Proprio così. Tutto quaggiù è follia: le guerre continue, le religioni che credono di parlare in nome di Dio , la rivalità tra gli uomini, le enormi disparità economiche tra ricchi e poveri, la distruzione dell'ambiente per pura avidità, l'organizzazione del sistema educativo che tende a crescere tanti pappagalli ammaestrati, e così via. E pensare che ci sarebbero le risorse per sfamare tutti gli uomini e per svilupparci armoniosamente. E invece no. Dappertutto è competizione, rivalità ed egoismo. In Italia il dieci per cento della popolazione ha in mano il cinquanta per cento della ricchezza nazionale. E il restante novanta per cento? Deve spartirsi l'altro cinquanta per cento della ricchezza e deve combattere l'uno contro l'altro per riuscire a sopravvivere sempre più stentatamente. Con tutto questo, voi pensereste che quel novanta per cento si ribelli o pensi al modo di redistribuire le risorse. No, si occupano di calcio e di canzonette. In sostanza, dormono. Come non sentirsi anormali in un mondo che è dominato dalla follia e dall'addormentamento della coscienza? Potete essere sicuri che coloro che sono perfettamente adattati a questo stato di cose sono... i veri pazzi.
Gesù e i cristiani
Non possiamo non dirci cristiani, sosteneva Croce. Però non è un gran merito: potrebbe un arabo non dirsi musulmano? Il fatto è che l'ambiente in cui viviamo è in grado di condizionarci in mille modi, da mane a sera: genitori, famiglia, scuola, preti, televisione... tutto ci spinge in un'unica direzione: quella delle cultura dominante. Anche gli atei, in Italia sono cristiani. Ma, se volete essere liberi, se volete essere voi stessi, dovete sottoporre a critica questa cultura e farvi delle convinzioni vostre; dovete pensare con la vostra testa, non con quella del potere dominante. Alcune idee di Gesù possono piacere; per esempio, la sua rabbiosa polemica contro i farisei, gli ipocriti, i ricchi, i potenti, i preti della sua epoca. Non possiamo non essere d'accordo con questi principi. E non possiamo non essere d'accordo quando dice di fare il bene e non il male. È ovvio che debba essere così. Tuttavia, essere d'accordo su questi punti non significa abbracciare il cristianesimo, che è un complesso sistema di idee, molte delle quali non hanno niente a che fare con Gesù. Per esempio, non si può negare che la Chiesa attuale sia esattamente ciò contro cui aveva predicato il Nazareno e che lo abbia completamente tradito. Sì, aveva ragione Nietzsche: c'è stato un unico cristiano - ed è morto là sulla croce. Fra ciò che predicava Gesù e ciò che predicano i cristiani non c'è niente in comune.
Spettacoli religiosi
Vedendo le cerimonie natalizie alla televisione, si osserva un grande sfarzo, una parata di costumi scintillanti, eleganti, costosi, pieni di colori, e poi si ascoltando canti e musiche religiose, e poi la recitazione di formule religiose, e poi i commenti dei testi sacri. I protagonisti sembrano consumati attori. Ognuno svolge la sua parte, consapevole che deve dare spettacolo, che deve abbagliare, che deve ripetere certi ruoli, che il popolo lo osserva e deve rimanere colpito. Insomma, sono i soliti rituali della religione cattolica, che non per nulla ha ereditato la cultura pagana. Perché di questo si tratta: di spettacoli religiosi, di sacre rappresentazioni. Quello che manca completamente è l'interiorità, la spiritualità, la vera religiosità che non può essere qualcosa di esteriore, ma qualcosa da compiere all'interno di ciascuno.

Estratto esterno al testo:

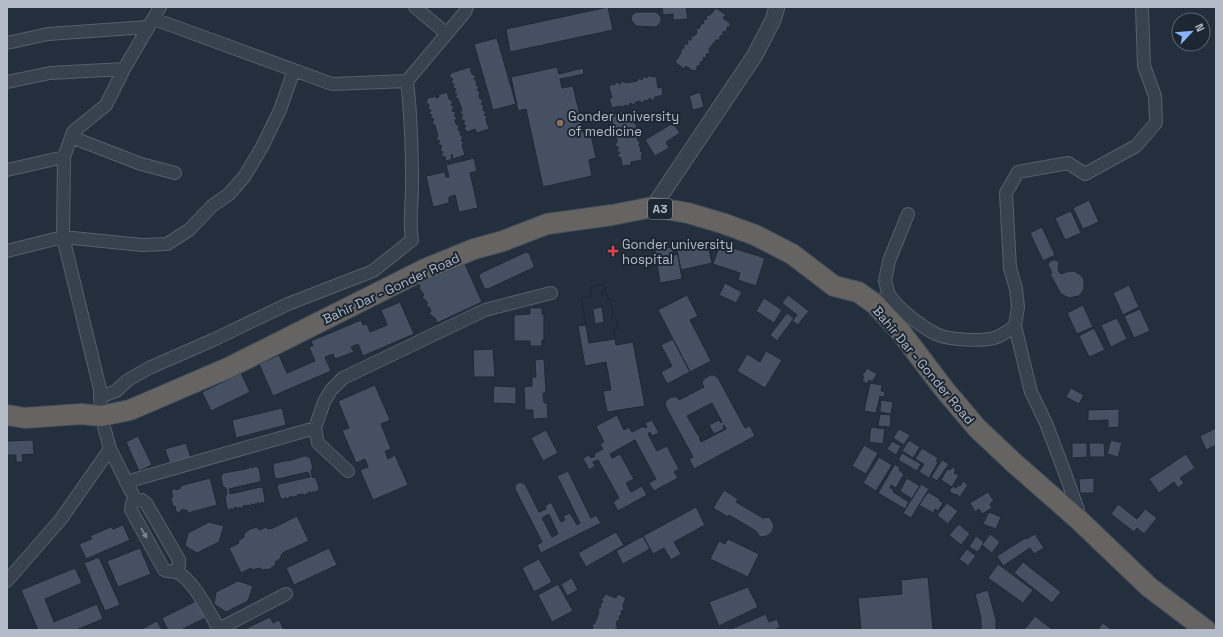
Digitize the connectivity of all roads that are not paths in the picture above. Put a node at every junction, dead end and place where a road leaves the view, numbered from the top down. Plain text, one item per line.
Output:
1 (415, 7) edge
2 (467, 7) edge
3 (777, 7) edge
4 (1142, 7) edge
5 (155, 14) edge
6 (447, 34) junction
7 (7, 42) edge
8 (124, 70) junction
9 (294, 70) junction
10 (407, 81) junction
11 (7, 82) edge
12 (71, 137) junction
13 (64, 157) junction
14 (7, 170) edge
15 (175, 173) dead end
16 (653, 207) junction
17 (908, 214) dead end
18 (63, 237) junction
19 (7, 251) edge
20 (551, 293) dead end
21 (882, 299) junction
22 (1016, 326) junction
23 (100, 407) junction
24 (7, 415) edge
25 (315, 428) junction
26 (110, 449) junction
27 (348, 471) dead end
28 (126, 482) junction
29 (135, 499) junction
30 (1080, 520) junction
31 (175, 571) junction
32 (7, 581) edge
33 (286, 594) dead end
34 (1202, 627) edge
35 (218, 630) edge

1 - 6 street
2 - 6 street
3 - 16 street
4 - 22 street
5 - 7 street
5 - 8 street
5 - 9 street
6 - 10 street
8 - 11 street
8 - 12 street
9 - 10 street
9 - 18 street
10 - 23 street
12 - 13 street
12 - 15 street
13 - 14 street
13 - 18 street
16 - 21 highway, Bahir Dar - Gonder Road / A3
16 - 23 highway, Bahir Dar - Gonder Road / A3
17 - 21 street
18 - 19 street
18 - 23 street
20 - 25 street
21 - 22 street
21 - 30 highway, Bahir Dar - Gonder Road / A3
22 - 30 street
23 - 24 highway, Bahir Dar - Gonder Road / A3
23 - 26 street
25 - 27 street
25 - 28 street
26 - 28 street
26 - 32 street
28 - 29 street
29 - 31 street
29 -> 31 street
30 - 34 highway, Bahir Dar - Gonder Road / A3
31 - 35 street
33 - 35 street

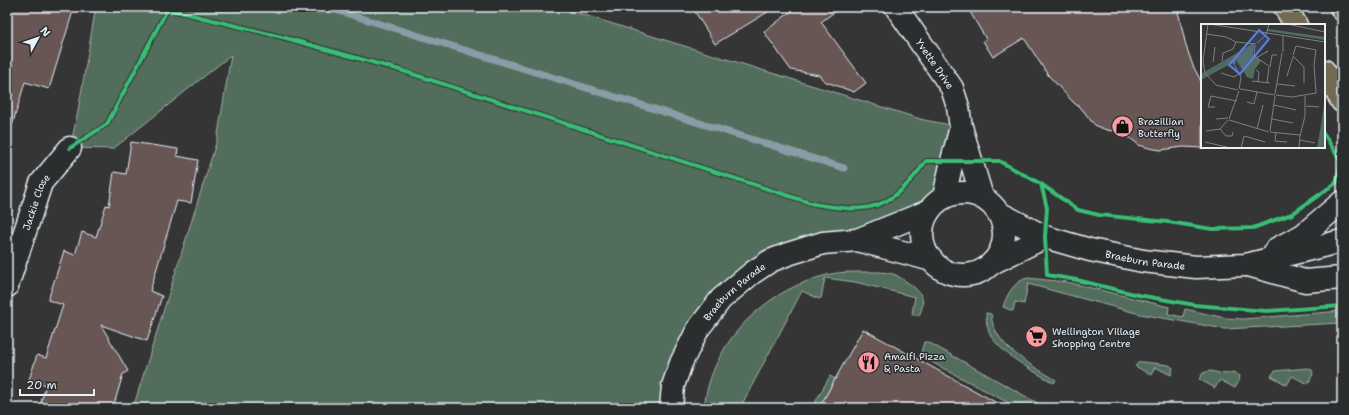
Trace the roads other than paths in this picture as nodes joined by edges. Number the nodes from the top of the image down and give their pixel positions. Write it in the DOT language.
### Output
graph roads {
  1 [pos="896,7"];
  2 [pos="1285,7"];
  3 [pos="1295,24"];
  4 [pos="1325,73"];
  5 [pos="1342,101"];
  6 [pos="961,128"];
  7 [pos="70,148"];
  8 [pos="982,197"];
  9 [pos="1342,202"];
  10 [pos="936,204"];
  11 [pos="999,213"];
  12 [pos="1046,238"];
  13 [pos="857,240"];
  14 [pos="1342,241"];
  15 [pos="932,260"];
  16 [pos="992,262"];
  17 [pos="1246,265"];
  18 [pos="1342,278"];
  19 [pos="7,286"];
  20 [pos="671,408"];
  1 -- 6 [label="street, Yvette Drive"];
  2 -- 3 [label="main road"];
  4 -- 5 [label="main road"];
  6 -- 8 [label="street, Yvette Drive"];
  6 -- 10 [label="street, Yvette Drive"];
  7 -- 19 [label="street, Jackie Close"];
  8 -- 10 [label="street"];
  8 -- 11 [label="street"];
  9 -- 17 [label="street"];
  10 -- 13 [label="street, Braeburn Parade"];
  10 -- 15 [label="street"];
  11 -- 12 [label="street, Braeburn Parade"];
  11 -- 16 [label="street"];
  12 -- 16 [label="street"];
  12 -- 17 [label="street, Braeburn Parade"];
  13 -- 15 [label="street, Braeburn Parade"];
  13 -- 20 [label="street, Braeburn Parade"];
  14 -- 17 [label="street, Braeburn Parade"];
  15 -- 16 [label="street"];
  17 -- 18 [label="street, Braeburn Parade"];
}
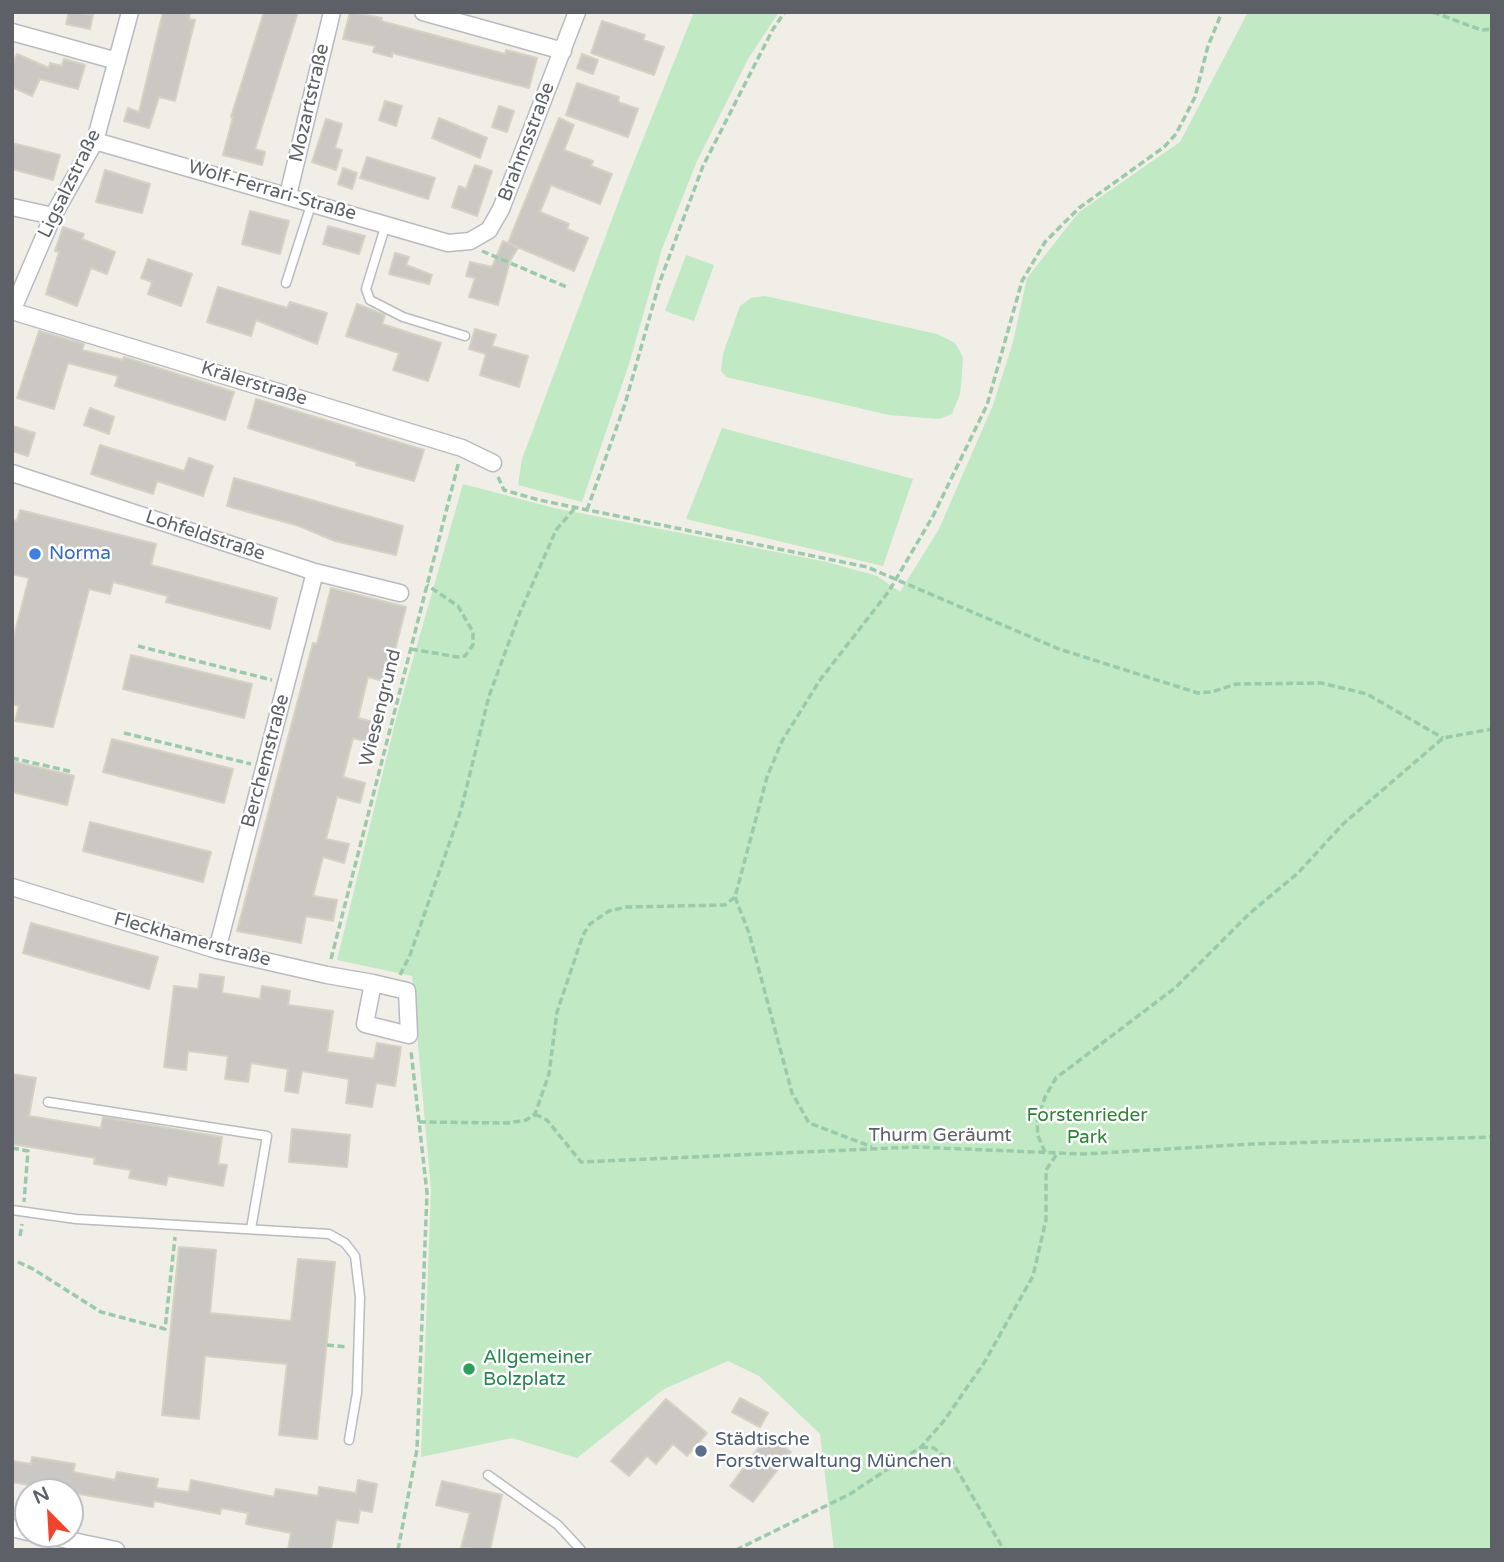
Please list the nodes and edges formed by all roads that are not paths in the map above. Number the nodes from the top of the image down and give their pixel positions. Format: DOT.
graph roads {
  1 [pos="130,12"];
  2 [pos="332,12"];
  3 [pos="423,12"];
  4 [pos="577,12"];
  5 [pos="12,32"];
  6 [pos="563,51"];
  7 [pos="117,61"];
  8 [pos="95,141"];
  9 [pos="288,194"];
  10 [pos="312,202"];
  11 [pos="12,207"];
  12 [pos="53,216"];
  13 [pos="386,224"];
  14 [pos="448,243"];
  15 [pos="286,283"];
  16 [pos="12,311"];
  17 [pos="465,336"];
  18 [pos="493,463"];
  19 [pos="12,473"];
  20 [pos="315,572"];
  21 [pos="400,593"];
  22 [pos="12,887"];
  23 [pos="217,950"];
  24 [pos="373,983"];
  25 [pos="48,1102"];
  26 [pos="12,1210"];
  27 [pos="251,1229"];
  28 [pos="349,1440"];
  29 [pos="488,1475"];
  30 [pos="84,1543"];
  31 [pos="116,1550"];
  32 [pos="581,1550"];
  1 -- 7 [label="street, Ligsalzstraße"];
  2 -- 9 [label="street, Mozartstraße"];
  3 -- 6 [label="street"];
  4 -- 6 [label="street, Brahmsstraße"];
  5 -- 7 [label="street"];
  6 -- 14 [label="street, Brahmsstraße"];
  7 -- 8 [label="street, Ligsalzstraße"];
  8 -- 9 [label="street, Wolf-Ferrari-Straße"];
  8 -- 12 [label="street, Ligsalzstraße"];
  9 -- 10 [label="street, Wolf-Ferrari-Straße"];
  10 -- 13 [label="street, Wolf-Ferrari-Straße"];
  10 -- 15 [label="lane"];
  11 -- 12 [label="street"];
  12 -- 16 [label="street, Ligsalzstraße"];
  13 -- 14 [label="street, Wolf-Ferrari-Straße"];
  13 -- 17 [label="lane"];
  16 -- 18 [label="street, Krälerstraße"];
  19 -- 20 [label="street, Lohfeldstraße"];
  20 -- 21 [label="street, Lohfeldstraße"];
  20 -- 23 [label="street, Berchemstraße"];
  22 -- 23 [label="street, Fleckhamerstraße"];
  23 -- 24 [label="street, Fleckhamerstraße"];
  24 -- 24 [label="street, Fleckhamerstraße"];
  25 -- 27 [label="lane"];
  26 -- 27 [label="lane"];
  27 -- 28 [label="lane"];
  29 -- 32 [label="lane"];
  30 -- 31 [label="street"];
}
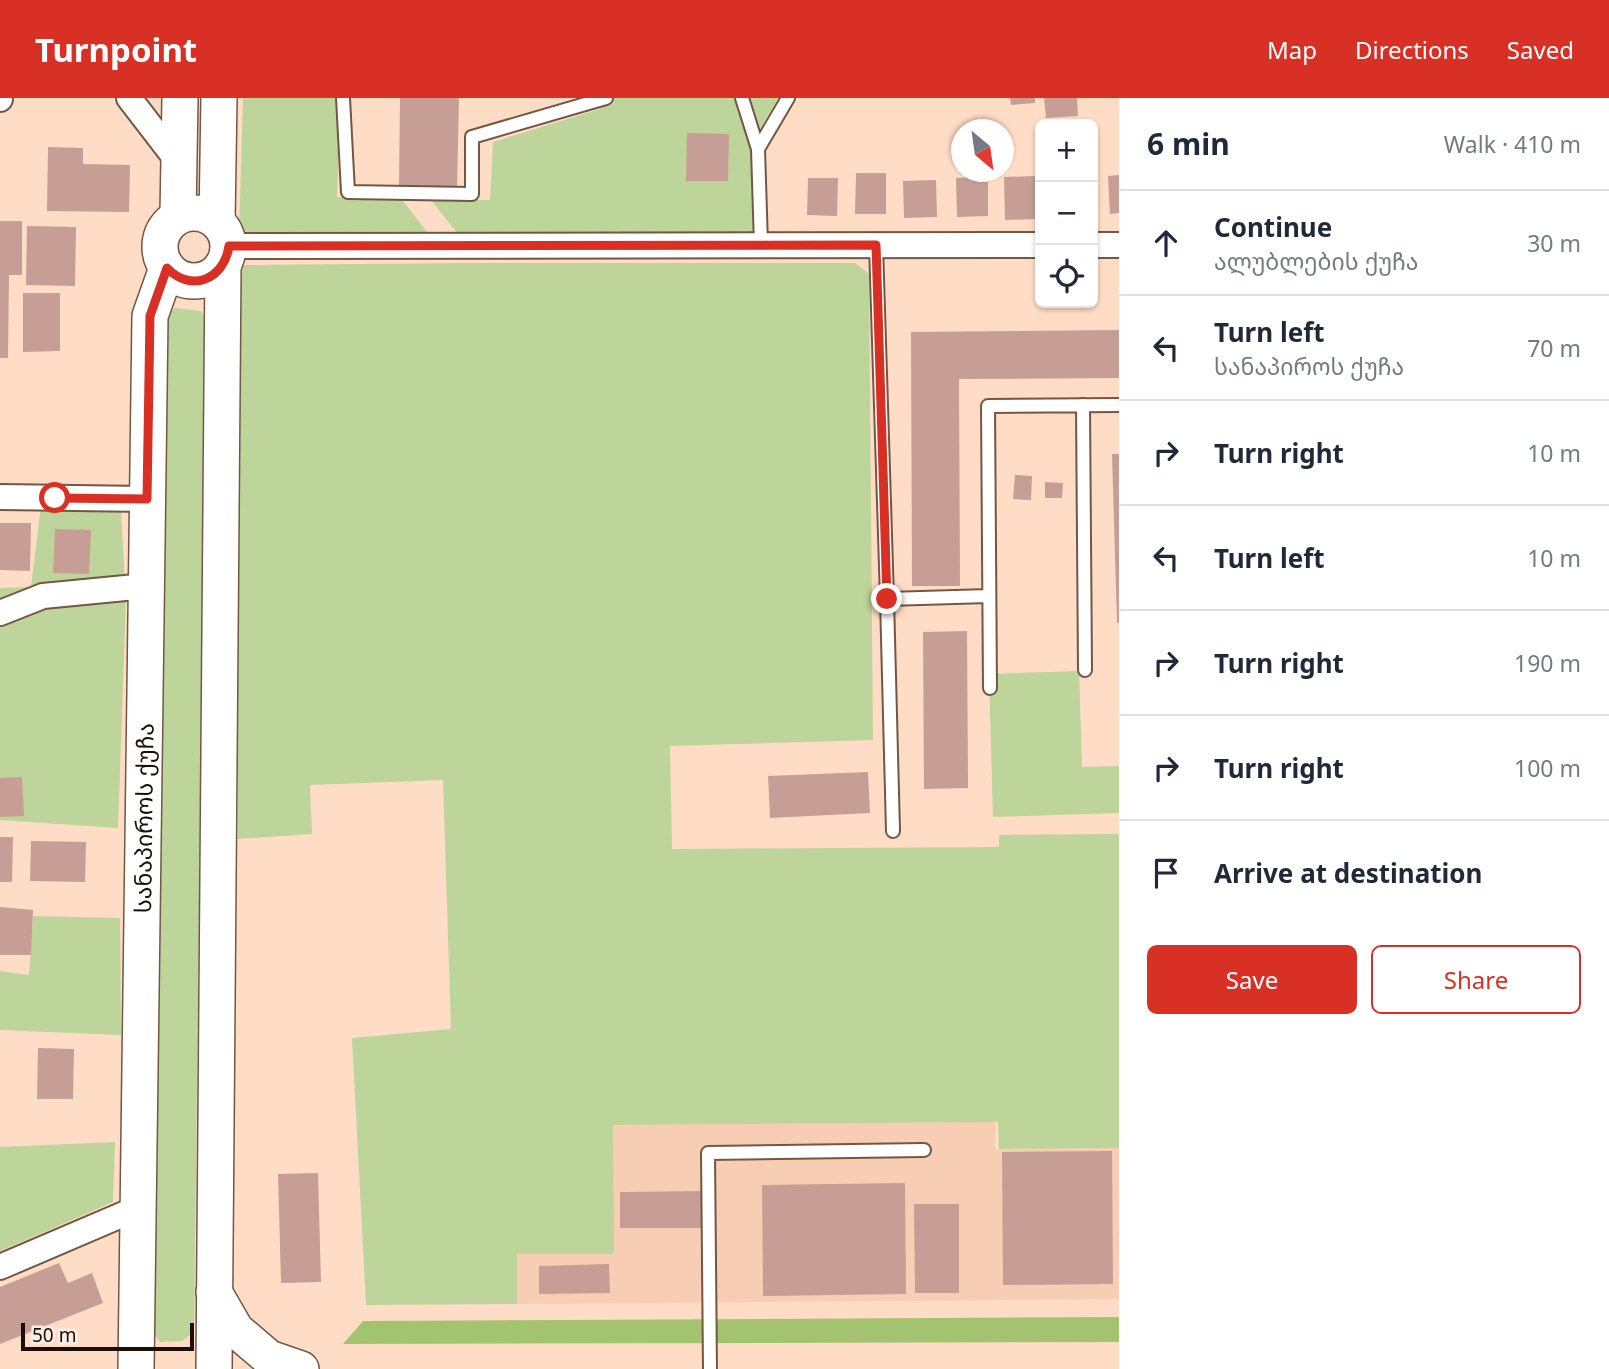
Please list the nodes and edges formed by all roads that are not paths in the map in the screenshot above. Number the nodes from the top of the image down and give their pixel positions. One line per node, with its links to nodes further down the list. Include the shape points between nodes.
1 (129, 98): 9 (street)
2 (180, 98): 9 (main road)
3 (219, 98): 11 (main road)
4 (343, 98): 7 (lane, via 348,192 448,194 472,194 472,137)
5 (742, 98): 8 (lane)
6 (788, 98): 8 (lane)
7 (598, 99)
8 (758, 149): 13 (lane)
9 (179, 163): 10 (main road)
10 (178, 216): 11 (main road, via 205,214); 17 (main road, via 160,238 161,259)
11 (223, 244): 13 (street); 17 (main road, via 209,278 182,279); 32 (main road)
12 (1119, 244): 16 (street)
13 (761, 245): 14 (street)
14 (876, 245): 15 (street); 24 (lane)
15 (1035, 245)
16 (1098, 245)
17 (167, 268): 21 (main road, სანაპიროს ქუჩა, via 150,316)
18 (1083, 405): 19 (lane); 23 (lane, via 988,406); 26 (lane)
19 (1119, 405)
20 (0, 497): 21 (street)
21 (147, 499): 22 (main road, სანაპიროს ქუჩა)
22 (146, 586): 25 (street, via 43,596); 30 (main road, სანაპიროს ქუჩა)
23 (989, 596): 24 (lane); 27 (lane)
24 (887, 599): 28 (lane)
25 (0, 613)
26 (1085, 670)
27 (990, 688)
28 (893, 831)
29 (924, 1150): 36 (lane, via 708,1153)
30 (138, 1208): 31 (street); 33 (main road, სანაპიროს ქუჩა)
31 (0, 1267)
32 (214, 1292): 34 (main road); 35 (main road, via 236,1330 270,1358)
33 (136, 1369)
34 (214, 1369)
35 (301, 1369)
36 (710, 1369)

Nel cattolicesimo non c'è nessuna interiorità: è come andare a teatro - il teatrino della religione.
Mi viene in mente che Freud definiva questi rituali religiosi, con la loro ripetitività, la "nevrosi ossessiva dell'umanità".
E mi viene anche in mente che il Buddha metteva i rituali e le cerimonie religiose tra i legami (samyojana) che vincolano l'uomo al ciclo della reincarnazione. Infatti, questi rituali si rivolgono alla sensualità ed impediscono all'uomo di sviluppare una propria interiorità.
La causa prima
Sentivo qualcuno alla televisione che rispondeva alla domanda: "Lei crede in Dio?" dicendo: "Sì, perché tutte le cose hanno un autore e quindi anche il mondo deve averne uno". Si tratta di un vecchio argomento, che sembra logico, ma non lo è. Anzi, qui la logica rivela tutta la sua impotenza, essendo autocontraddittoria. Se infatti, tutte le cose hanno un autore o una causa, allora anche l'universo deve averne una... ma, aggiunge il logico, anche questa causa dovrà avere una causa - e così via all'infinito. Insomma, la logica, quando si parla di Dio, non può dimostrare niente. Ed è "logico", dato che la trascendenza opera non in base alla nostra logica, altrimenti sarebbe soltanto una Causa Prima o un Padre in grande. Insomma sarebbe qualcosa di umano. No, non va. Così non usciamo mai dalla mente umana.
La scala dell'evoluzione
Qualcuno sostiene che l'essere umano non sia un corpo che cerca di elevarsi ad un livello spirituale, ma uno spirito che cerca di fare esperienza di un corpo e di un'esistenza umana. L'idea non è nuova ed è anche affascinante. Ma pone degli interrogativi. Il primo dei quali è: il livello spirituale dovrebbe essere superiore a quello materiale; com'è possibile allora che uno spirito desideri incarnarsi? Che non fosse maturo?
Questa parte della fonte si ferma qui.